Regional leaders endorse Zimbabwe's disputed vote

Southern African leaders opened an annual summit Saturday endorsing the outcome of disputed elections in Zimbabwe that extended President Robert Mugabe's 33-year rule by another five years.

"Congratulations to comrade Robert Mugabe for conducting peaceful elections," said the incoming head of the Southern African Development Community (SADC), President Joyce Banda of Malawi.

"We wish to offer you continued support as a member of the family," Banda said to cheers from the audience at the start of the 15-nation summit.

A smiling Mugabe acknowledged the endorsement with his traditional clenched-fist salute.

Zimbabwean opposition leader Morgan Tsvangirai's MDC party said Friday he had withdrawn a legal challenge to the elections, claiming the courts would not be fair.

That removed the last hurdle to 89-year-old Mugabe's inauguration for a seventh term.

The SADC's observer mission for the July 31 elections judged the vote was free, but have not yet commented on its fairness.

The bloc will publish its report on Zimbabwe's polls during this weekend's summit, according to South African President Jacob Zuma.

Banda took over the rotating one-year chairmanship of the SADC from Mozambican leader Armando Guebuza, becoming the first woman to head the bloc since its inception 33 years ago.

The two-day summit is also discussing behind closed doors, the political stand-off in Madagascar and the conflict in eastern Democratic Republic of Congo, according to a Malawian official.

Madagascar has been suspended from the regional grouping since strongman Andry Rajoelina toppled Marc Ravalomanana in 2009.

The SADC has been pushing the rivals to follow through on a roadmap meant to steer the island nation toward elections, which Banda hinted could be this year.

The vote has repeatedly been delayed amid controversy over the candidacies of the three frontrunners, including Rajoelina.
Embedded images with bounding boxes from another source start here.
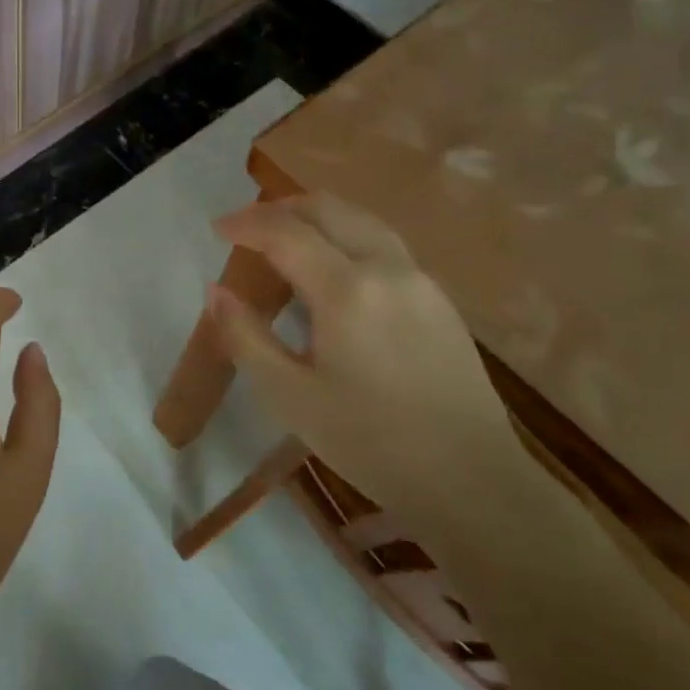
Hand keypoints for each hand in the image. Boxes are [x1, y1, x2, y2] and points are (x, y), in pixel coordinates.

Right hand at [206, 196, 524, 537]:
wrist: (473, 481)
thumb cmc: (371, 442)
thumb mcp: (290, 397)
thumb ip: (246, 338)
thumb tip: (216, 292)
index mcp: (348, 290)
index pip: (287, 232)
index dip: (247, 223)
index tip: (217, 228)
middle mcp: (388, 268)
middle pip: (329, 209)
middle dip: (281, 208)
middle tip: (246, 227)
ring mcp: (421, 280)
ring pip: (361, 221)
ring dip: (316, 218)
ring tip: (284, 240)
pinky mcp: (440, 299)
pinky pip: (383, 245)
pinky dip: (344, 237)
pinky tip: (331, 272)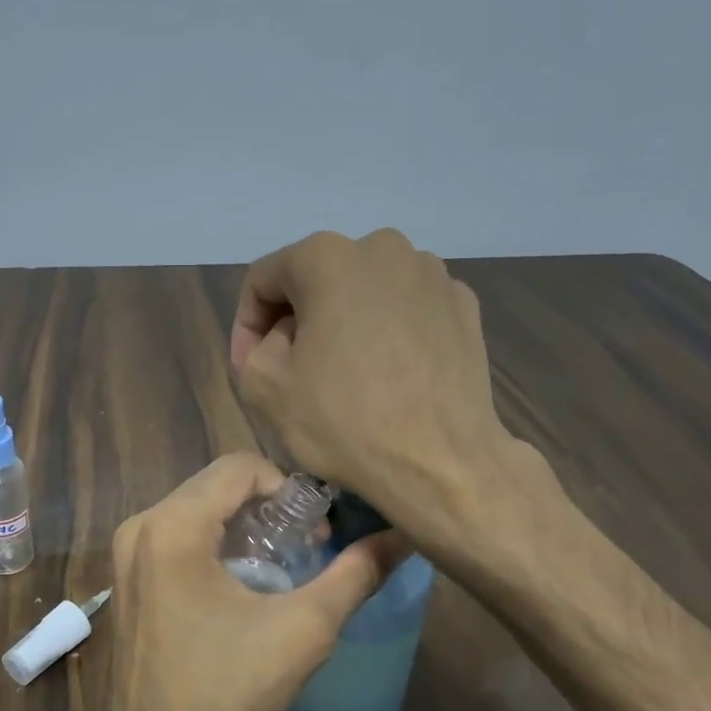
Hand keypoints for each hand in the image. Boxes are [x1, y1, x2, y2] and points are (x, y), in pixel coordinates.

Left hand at [101, 453, 406, 710]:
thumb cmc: (227, 697)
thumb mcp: (303, 632)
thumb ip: (355, 574)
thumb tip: (403, 536)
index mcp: (172, 526)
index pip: (240, 466)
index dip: (290, 487)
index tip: (319, 530)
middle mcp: (140, 527)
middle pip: (216, 485)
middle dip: (268, 507)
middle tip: (308, 548)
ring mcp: (126, 554)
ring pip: (197, 510)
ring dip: (244, 526)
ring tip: (283, 567)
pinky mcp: (127, 580)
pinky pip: (177, 537)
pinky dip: (216, 545)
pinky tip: (245, 585)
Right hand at [232, 228, 532, 537]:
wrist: (440, 463)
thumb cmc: (344, 421)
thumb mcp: (264, 387)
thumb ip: (254, 347)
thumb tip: (283, 338)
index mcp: (326, 256)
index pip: (264, 278)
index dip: (247, 324)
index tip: (248, 366)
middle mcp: (383, 247)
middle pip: (318, 279)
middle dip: (297, 321)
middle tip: (293, 371)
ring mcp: (432, 274)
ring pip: (365, 293)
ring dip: (344, 325)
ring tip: (345, 375)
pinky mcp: (464, 306)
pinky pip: (407, 310)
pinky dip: (389, 333)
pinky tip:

But a Madagascan electoral court on Saturday struck off the revised list of candidates the names of the three high-profile candidates, who had not met some electoral rules.

News of their disqualification should be welcomed by the regional leaders who had wanted the trio to step aside.

A diplomat at the talks who asked not to be named said the way was "now clear for the holding of credible elections whose result will be accepted by SADC."

But there will be grounds for concern after Rajoelina's Communications Minister Harry Laurent Rahajason warned the three candidates' supporters would not "sit idle" over the court's decision.

In the DR Congo, the regional grouping remains concerned about a quarter-million people who have fled their homes since last year when the M23 rebel group took up arms against government troops in the mineral-rich but chronically unstable east.

Despite the trouble spots still dogging the SADC, an optimistic Banda foresees "a region that is peaceful and stable; a region that is an economic powerhouse."

But to achieve lasting peace and stability she urged a fight against poverty as well as "political tolerance and the rule of law."

"We must promote inclusive politics," said Banda.

Zimbabwe's defeated prime minister Tsvangirai had this week claimed that veteran Mugabe had attempted to talk to him after the vote in which he received 34 percent of the ballots cast against Mugabe's 61 percent.

He however said he had rejected the ouvertures which Mugabe's aides dismissed as "lies".

But the opposition Movement for Democratic Change is still hoping for a solution over the disputed election and has taken its fight to the SADC which had mediated a power-sharing deal between Mugabe and Tsvangirai four years ago.

Tsvangirai's deputy Thokozani Khupe and top party official Jameson Timba have travelled to Malawi to present the party's case to regional heads of state.

Tsvangirai claims the vote was rigged and has called for fresh elections.